- [Task details] Please transcribe every entry below exactly, without including the pictures.

-- Opening Marker --

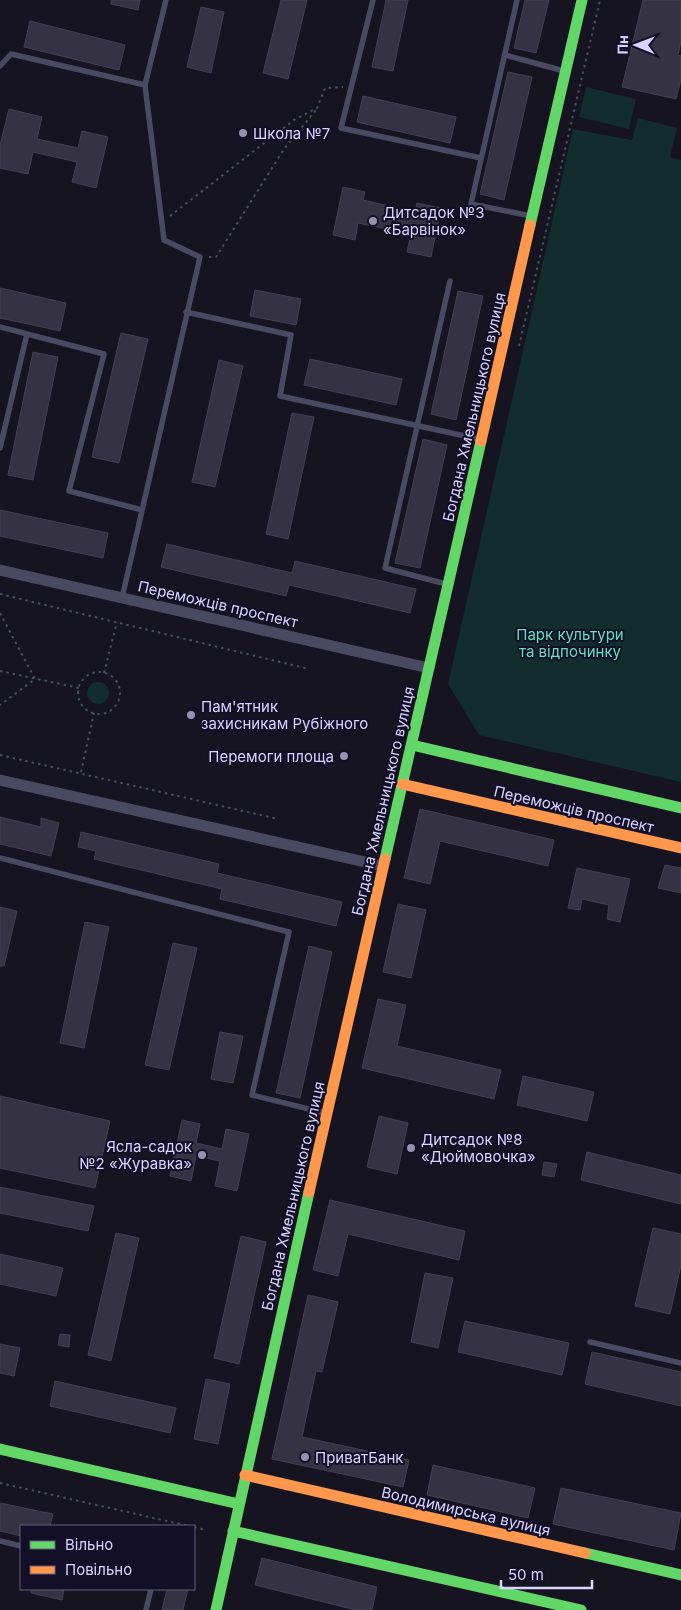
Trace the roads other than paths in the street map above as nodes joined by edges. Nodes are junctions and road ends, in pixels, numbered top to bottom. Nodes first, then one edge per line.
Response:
1 (166, 0) edge
2 (372, 0) edge
3 (517, 0) edge
4 (582, 0) edge
5 (505, 55) junction
6 (0, 66) edge
7 (567, 71) junction
8 (145, 85) junction
9 (481, 158) junction
10 (533, 217) junction
11 (450, 281) dead end
12 (186, 312) junction
13 (0, 327) edge
14 (27, 334) junction
15 (418, 425) junction
16 (481, 439) junction
17 (0, 448) edge
18 (142, 510) junction
19 (0, 570) edge
20 (448, 585) junction
21 (122, 598) junction
22 (429, 668) junction
23 (412, 745) junction
24 (0, 780) edge
25 (402, 784) junction
26 (681, 808) edge
27 (681, 848) edge
28 (0, 858) edge
29 (383, 866) junction
30 (327, 1113) junction
31 (590, 1342) dead end
32 (681, 1363) edge
33 (0, 1449) edge
34 (245, 1475) junction
35 (239, 1504) junction
36 (233, 1531) junction
37 (0, 1541) edge
38 (20, 1546) edge
39 (681, 1575) edge
40 (151, 1590) edge
41 (146, 1610) edge
42 (216, 1610) edge
43 (581, 1610) edge

1 - 8 lane
2 - 9 lane
3 - 5 lane
4 - 7 street, Богдана Хмельницького вулиця
5 - 7 lane
5 - 9 lane
6 - 8 lane
7 - 10 street, Богдана Хмельницького вулиця
8 - 12 lane
9 - 10 lane
10 - 16 street, Богдана Хмельницького вулиця
11 - 15 lane
12 - 15 lane
12 - 18 lane
13 - 14 lane
14 - 17 lane
14 - 18 lane
15 - 16 lane
15 - 20 lane
16 - 20 street, Богдана Хмельницького вулиця
18 - 21 lane
19 - 21 street, Переможців проспект
20 - 22 street, Богдана Хмельницького вулиця
21 - 22 street, Переможців проспект
22 - 23 street, Богдана Хмельницького вулиця
23 - 25 street, Богдана Хмельницького вулиця
23 - 26 street, Переможців проспект
24 - 29 street
25 - 27 street, Переможців проспект
25 - 29 street, Богдана Хмельницького вулиця
28 - 30 lane
29 - 30 street, Богдана Хмельницького вулиця
30 - 34 street, Богдана Хмельницького вулиця
31 - 32 lane
33 - 35 street
34 - 35 street, Богдана Хмельницького вулиця
34 - 39 street, Володимирська вулиця
35 - 36 street, Богдана Хмельницького вулиця
36 - 42 street, Богдана Хмельницького вулиця
36 - 43 street
37 - 38 lane
40 - 41 lane

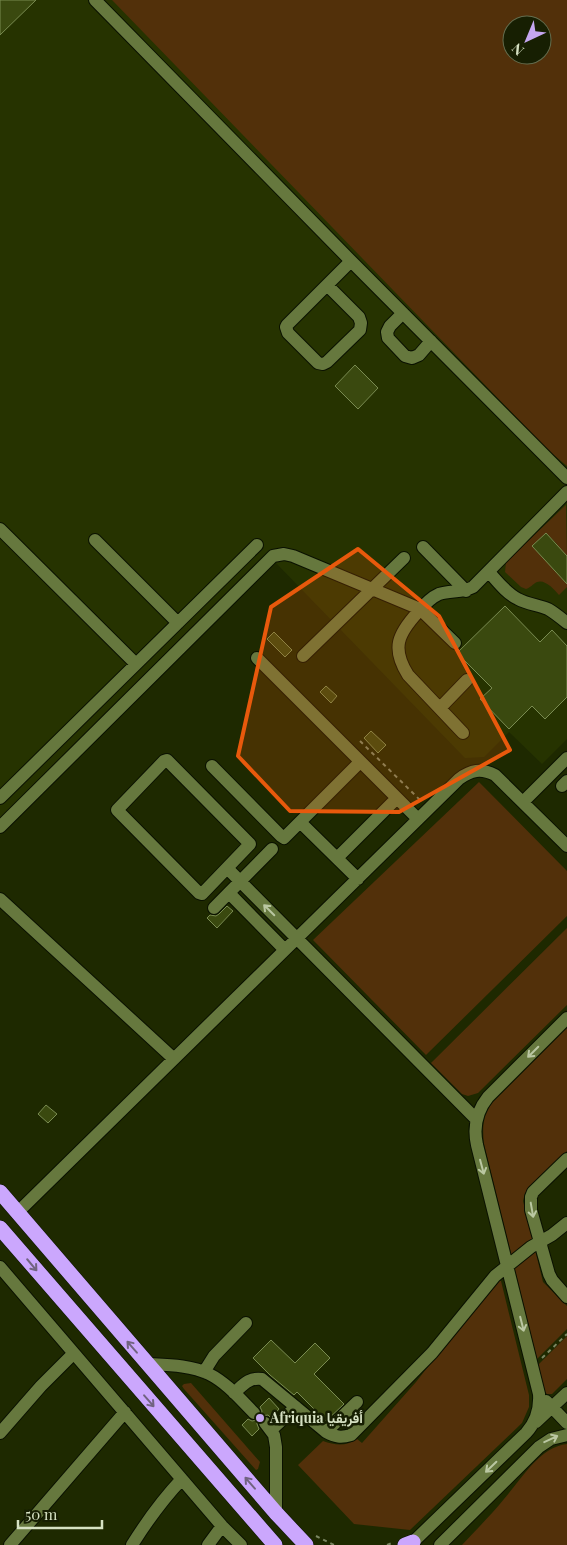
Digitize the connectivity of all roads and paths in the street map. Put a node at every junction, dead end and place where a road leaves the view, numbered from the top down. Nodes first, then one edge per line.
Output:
1 (95, 0) edge
2 (351, 261) junction
3 (327, 285) junction
4 (403, 313) junction
5 (431, 342) junction
6 (567, 478) edge
7 (567, 492) edge
8 (0, 529) edge
9 (95, 540) dead end
10 (257, 545) dead end
11 (423, 547) dead end
12 (404, 558) dead end
13 (489, 572) junction
14 (372, 589) junction
15 (466, 591) junction
16 (420, 609) junction
17 (178, 623) junction
18 (567, 624) edge
19 (455, 643) dead end
20 (303, 656) dead end
21 (257, 658) dead end
22 (136, 664) junction
23 (467, 680) dead end
24 (440, 708) junction
25 (464, 733) dead end
26 (360, 741) dead end
27 (567, 758) edge
28 (360, 762) junction
29 (212, 766) dead end
30 (0, 798) edge
31 (397, 798) junction
32 (523, 802) junction
33 (429, 809) junction
34 (418, 819) junction
35 (300, 822) junction
36 (0, 827) edge
37 (566, 844) edge
38 (272, 849) dead end
39 (337, 858) junction
40 (228, 869) junction
41 (358, 879) junction
42 (240, 881) junction
43 (228, 893) junction
44 (0, 899) edge
45 (214, 908) dead end
46 (297, 938) junction
47 (285, 950) junction
48 (567, 1018) edge
49 (174, 1059) junction
50 (476, 1119) junction
51 (567, 1159) edge
52 (0, 1192) edge
53 (17, 1213) junction
54 (567, 1223) edge
55 (0, 1228) edge
56 (543, 1240) junction
57 (508, 1266) junction
58 (0, 1268) edge
59 (567, 1297) edge
60 (246, 1323) dead end
61 (567, 1334) edge
62 (73, 1354) junction
63 (147, 1364) junction
64 (532, 1364) junction
65 (204, 1372) junction
66 (234, 1394) junction
67 (539, 1394) junction
68 (563, 1398) edge
69 (357, 1402) dead end
70 (296, 1407) junction
71 (125, 1412) junction
72 (254, 1413) dead end
73 (567, 1423) edge
74 (533, 1424) junction
75 (326, 1432) junction
76 (0, 1433) edge
77 (567, 1435) edge
78 (182, 1479) junction
79 (276, 1512) junction
80 (222, 1526) junction
81 (303, 1542) edge
82 (405, 1544) edge
83 (10, 1545) edge
84 (132, 1545) edge
85 (208, 1545) edge
86 (241, 1545) edge
87 (275, 1545) edge
88 (315, 1545) edge
89 (387, 1545) edge
90 (440, 1545) edge

1 - 2 street
2 - 3 street
2 - 4 street
3 - 3 street
4 - 5 street
4 - 5 street
5 - 6 street
7 - 13 street
8 - 22 street
9 - 17 street
10 - 17 street
11 - 15 street
12 - 14 street
13 - 15 street
13 - 18 street
14 - 16 street
14 - 20 street
14 - 36 street
15 - 16 street
16 - 19 street
16 - 24 street
17 - 22 street
21 - 28 street
22 - 30 street
23 - 24 street
24 - 25 street
26 - 33 path
27 - 32 street
28 - 31 street
28 - 35 street
29 - 35 street
31 - 34 street
31 - 39 street
32 - 33 street
32 - 37 street
33 - 34 street
34 - 41 street
35 - 39 street
38 - 42 street
39 - 41 street
40 - 40 street
40 - 42 street
41 - 46 street
42 - 43 street
46 -> 42 street
43 - 45 street
43 - 47 street
44 - 49 street
46 - 47 street
46 - 50 street
47 - 49 street
48 -> 50 street
49 - 53 street
50 -> 57 street
51 -> 56 street
52 - 53 highway
63 -> 53 highway
54 - 56 street
55 -> 87 highway
56 - 57 street
56 - 59 street
57 -> 64 street
57 - 75 street
58 - 62 street
60 - 65 street
61 - 64 path
62 - 71 street
62 - 76 street
63 - 65 street
79 -> 63 highway
64 - 67 street
65 - 66 street
66 - 70 street
66 - 72 street
67 - 68 street
67 - 74 street
68 - 73 street
68 - 74 street
69 - 75 street
70 - 75 street
70 - 79 street
71 - 78 street
71 - 83 street
74 -> 82 street
90 -> 77 street
78 - 80 street
78 - 84 street
79 - 81 highway
80 - 85 street
80 - 86 street
81 - 88 highway
82 - 89 path

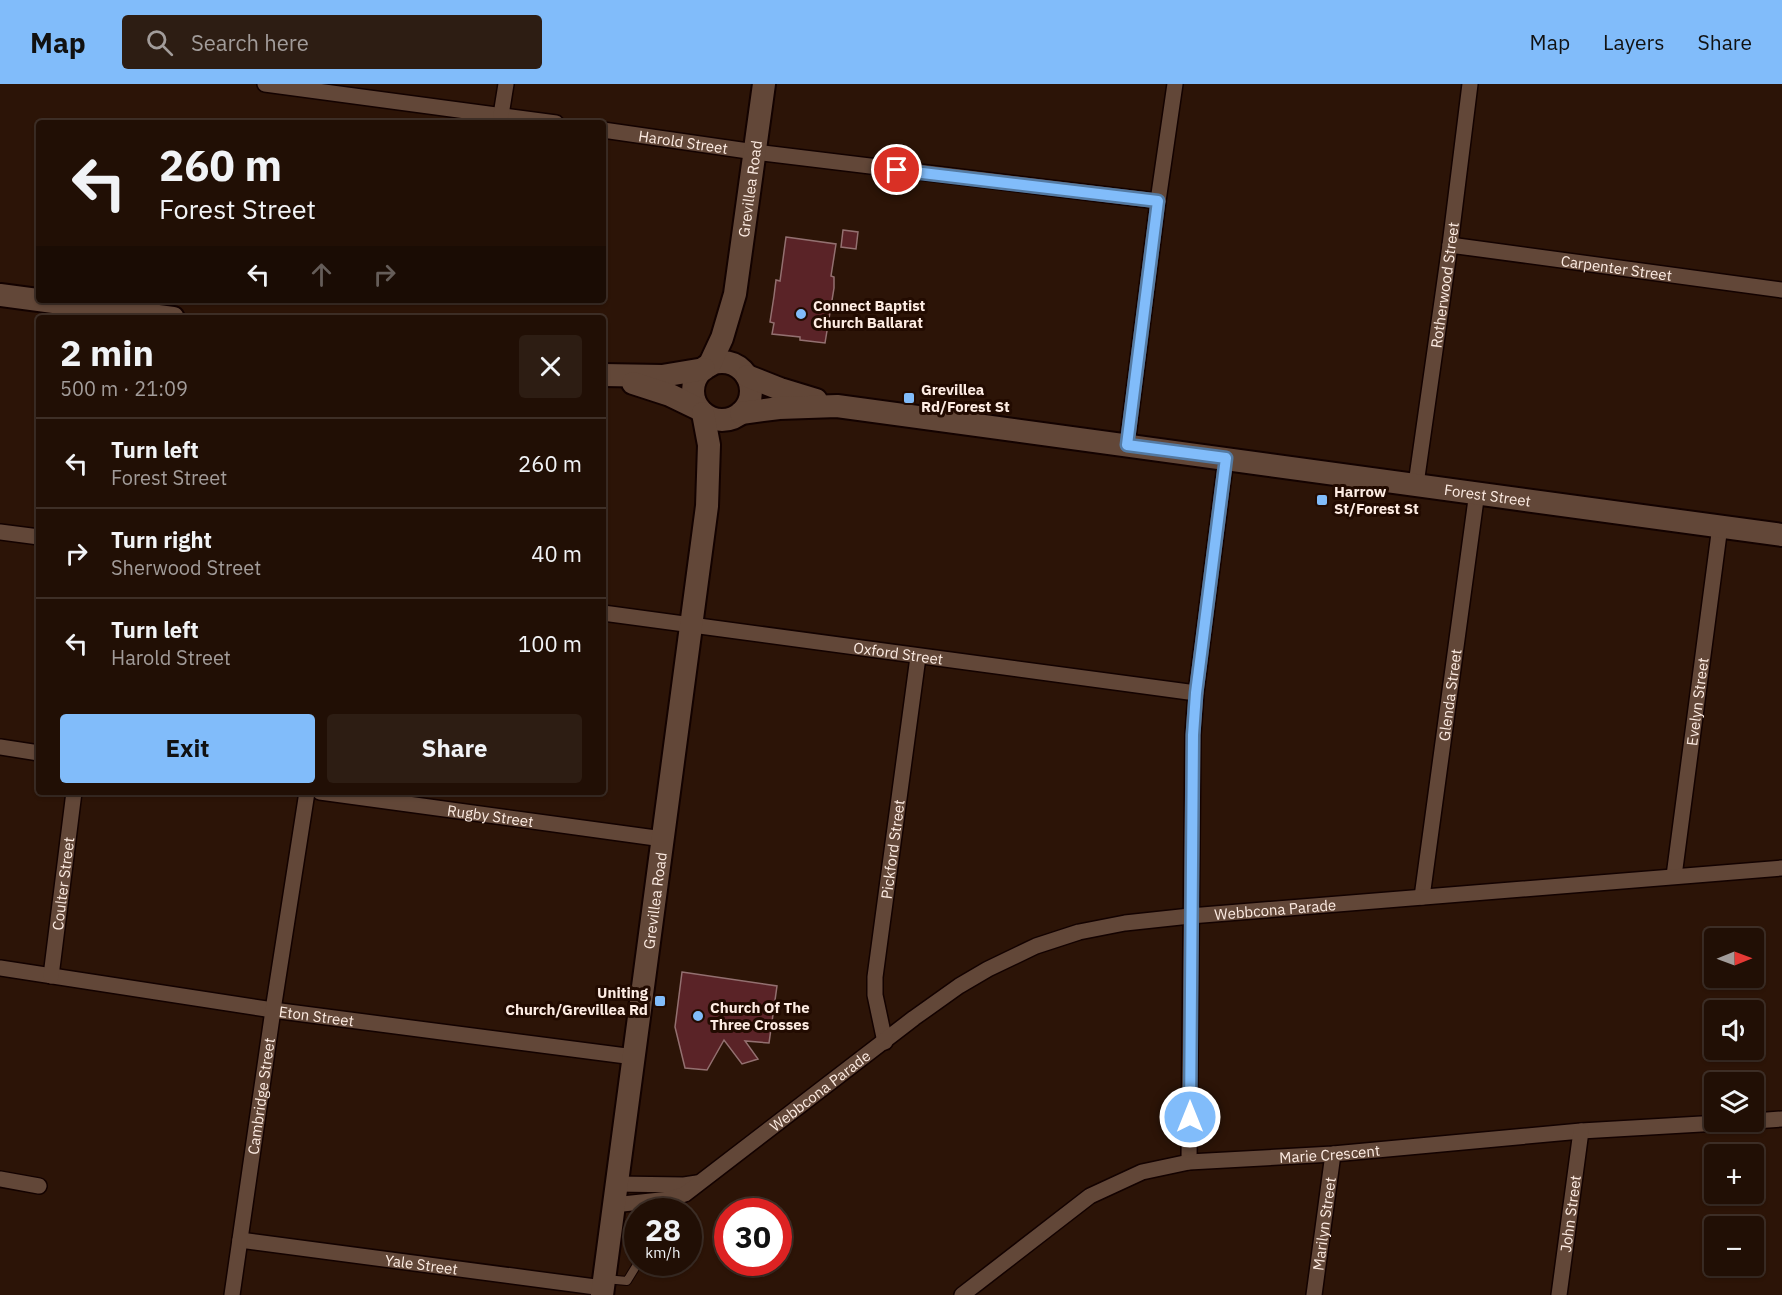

-- Closing Marker --

- [Final answer]
Trace the roads other than paths in the street map above as nodes joined by edges. Nodes are junctions and road ends, in pixels, numbered top to bottom. Nodes first, then one edge per line.
Response:
1 (166, 0) edge
2 (372, 0) edge
3 (517, 0) edge
4 (582, 0) edge
5 (505, 55) junction
6 (0, 66) edge
7 (567, 71) junction
8 (145, 85) junction
9 (481, 158) junction
10 (533, 217) junction
11 (450, 281) dead end
12 (186, 312) junction
13 (0, 327) edge
14 (27, 334) junction
15 (418, 425) junction
16 (481, 439) junction
17 (0, 448) edge
18 (142, 510) junction
19 (0, 570) edge
20 (448, 585) junction
21 (122, 598) junction
22 (429, 668) junction
23 (412, 745) junction
24 (0, 780) edge
25 (402, 784) junction
26 (681, 808) edge
27 (681, 848) edge
28 (0, 858) edge
29 (383, 866) junction
30 (327, 1113) junction
31 (590, 1342) dead end
32 (681, 1363) edge
33 (0, 1449) edge
34 (245, 1475) junction
35 (239, 1504) junction
36 (233, 1531) junction
37 (0, 1541) edge
38 (20, 1546) edge
39 (681, 1575) edge
40 (151, 1590) edge
41 (146, 1610) edge
42 (216, 1610) edge
43 (581, 1610) edge

1 - 8 lane
2 - 9 lane
3 - 5 lane
4 - 7 street, Богдана Хмельницького вулиця
5 - 7 lane
5 - 9 lane
6 - 8 lane
7 - 10 street, Богдана Хмельницького вулиця
8 - 12 lane
9 - 10 lane
10 - 16 street, Богдана Хмельницького вулиця
11 - 15 lane
12 - 15 lane
12 - 18 lane
13 - 14 lane
14 - 17 lane
14 - 18 lane
15 - 16 lane
15 - 20 lane
16 - 20 street, Богдана Хмельницького вулиця
18 - 21 lane
19 - 21 street, Переможців проспект
20 - 22 street, Богдана Хмельницького вулиця
21 - 22 street, Переможців проспект
22 - 23 street, Богдана Хмельницького вулиця
23 - 25 street, Богдана Хмельницького вулиця
23 - 26 street, Переможців проспект
24 - 29 street
25 - 27 street, Переможців проспект
25 - 29 street, Богдана Хмельницького вулиця
28 - 30 lane
29 - 30 street, Богдана Хмельницького вулиця
30 - 34 street, Богдана Хмельницького вулиця
31 - 32 lane
33 - 35 street
34 - 35 street, Богдана Хмельницького вулиця
34 - 39 street, Володимирська вулиця
35 - 36 street, Богдана Хмельницького вулиця
36 - 42 street, Богдана Хмельницького вулиця
36 - 43 street
37 - 38 lane
40 - 41 lane

Digitize the connectivity of all roads and paths in the street map. Put a node at every junction, dead end and place where a road leaves the view, numbered from the top down. Nodes first, then one edge per line.
Output:
1 (95, 0) edge
2 (351, 261) junction
3 (327, 285) junction
4 (403, 313) junction
5 (431, 342) junction
6 (567, 478) edge
7 (567, 492) edge
8 (0, 529) edge
9 (95, 540) dead end
10 (257, 545) dead end
11 (423, 547) dead end
12 (404, 558) dead end
13 (489, 572) junction
14 (372, 589) junction
15 (466, 591) junction
16 (420, 609) junction
17 (178, 623) junction
18 (567, 624) edge
19 (455, 643) dead end
20 (303, 656) dead end
21 (257, 658) dead end
22 (136, 664) junction
23 (467, 680) dead end
24 (440, 708) junction
25 (464, 733) dead end
26 (360, 741) dead end
27 (567, 758) edge
28 (360, 762) junction
29 (212, 766) dead end
30 (0, 798) edge
31 (397, 798) junction
32 (523, 802) junction
33 (429, 809) junction
34 (418, 819) junction
35 (300, 822) junction
36 (0, 827) edge
37 (566, 844) edge
38 (272, 849) dead end
39 (337, 858) junction
40 (228, 869) junction
41 (358, 879) junction
42 (240, 881) junction
43 (228, 893) junction
44 (0, 899) edge
45 (214, 908) dead end
46 (297, 938) junction
47 (285, 950) junction
48 (567, 1018) edge
49 (174, 1059) junction
50 (476, 1119) junction
51 (567, 1159) edge
52 (0, 1192) edge
53 (17, 1213) junction
54 (567, 1223) edge
55 (0, 1228) edge
56 (543, 1240) junction
57 (508, 1266) junction
58 (0, 1268) edge
59 (567, 1297) edge
60 (246, 1323) dead end
61 (567, 1334) edge
62 (73, 1354) junction
63 (147, 1364) junction
64 (532, 1364) junction
65 (204, 1372) junction
66 (234, 1394) junction
67 (539, 1394) junction
68 (563, 1398) edge
69 (357, 1402) dead end
70 (296, 1407) junction
71 (125, 1412) junction
72 (254, 1413) dead end
73 (567, 1423) edge
74 (533, 1424) junction
75 (326, 1432) junction
76 (0, 1433) edge
77 (567, 1435) edge
78 (182, 1479) junction
79 (276, 1512) junction
80 (222, 1526) junction
81 (303, 1542) edge
82 (405, 1544) edge
83 (10, 1545) edge
84 (132, 1545) edge
85 (208, 1545) edge
86 (241, 1545) edge
87 (275, 1545) edge
88 (315, 1545) edge
89 (387, 1545) edge
90 (440, 1545) edge

1 - 2 street
2 - 3 street
2 - 4 street
3 - 3 street
4 - 5 street
4 - 5 street
5 - 6 street
7 - 13 street
8 - 22 street
9 - 17 street
10 - 17 street
11 - 15 street
12 - 14 street
13 - 15 street
13 - 18 street
14 - 16 street
14 - 20 street
14 - 36 street
15 - 16 street
16 - 19 street
16 - 24 street
17 - 22 street
21 - 28 street
22 - 30 street
23 - 24 street
24 - 25 street
26 - 33 path
27 - 32 street
28 - 31 street
28 - 35 street
29 - 35 street
31 - 34 street
31 - 39 street
32 - 33 street
32 - 37 street
33 - 34 street
34 - 41 street
35 - 39 street
38 - 42 street
39 - 41 street
40 - 40 street
40 - 42 street
41 - 46 street
42 - 43 street
46 -> 42 street
43 - 45 street
43 - 47 street
44 - 49 street
46 - 47 street
46 - 50 street
47 - 49 street
48 -> 50 street
49 - 53 street
50 -> 57 street
51 -> 56 street
52 - 53 highway
63 -> 53 highway
54 - 56 street
55 -> 87 highway
56 - 57 street
56 - 59 street
57 -> 64 street
57 - 75 street
58 - 62 street
60 - 65 street
61 - 64 path
62 - 71 street
62 - 76 street
63 - 65 street
79 -> 63 highway
64 - 67 street
65 - 66 street
66 - 70 street
66 - 72 street
67 - 68 street
67 - 74 street
68 - 73 street
68 - 74 street
69 - 75 street
70 - 75 street
70 - 79 street
71 - 78 street
71 - 83 street
74 -> 82 street
90 -> 77 street
78 - 80 street
78 - 84 street
79 - 81 highway
80 - 85 street
80 - 86 street
81 - 88 highway
82 - 89 path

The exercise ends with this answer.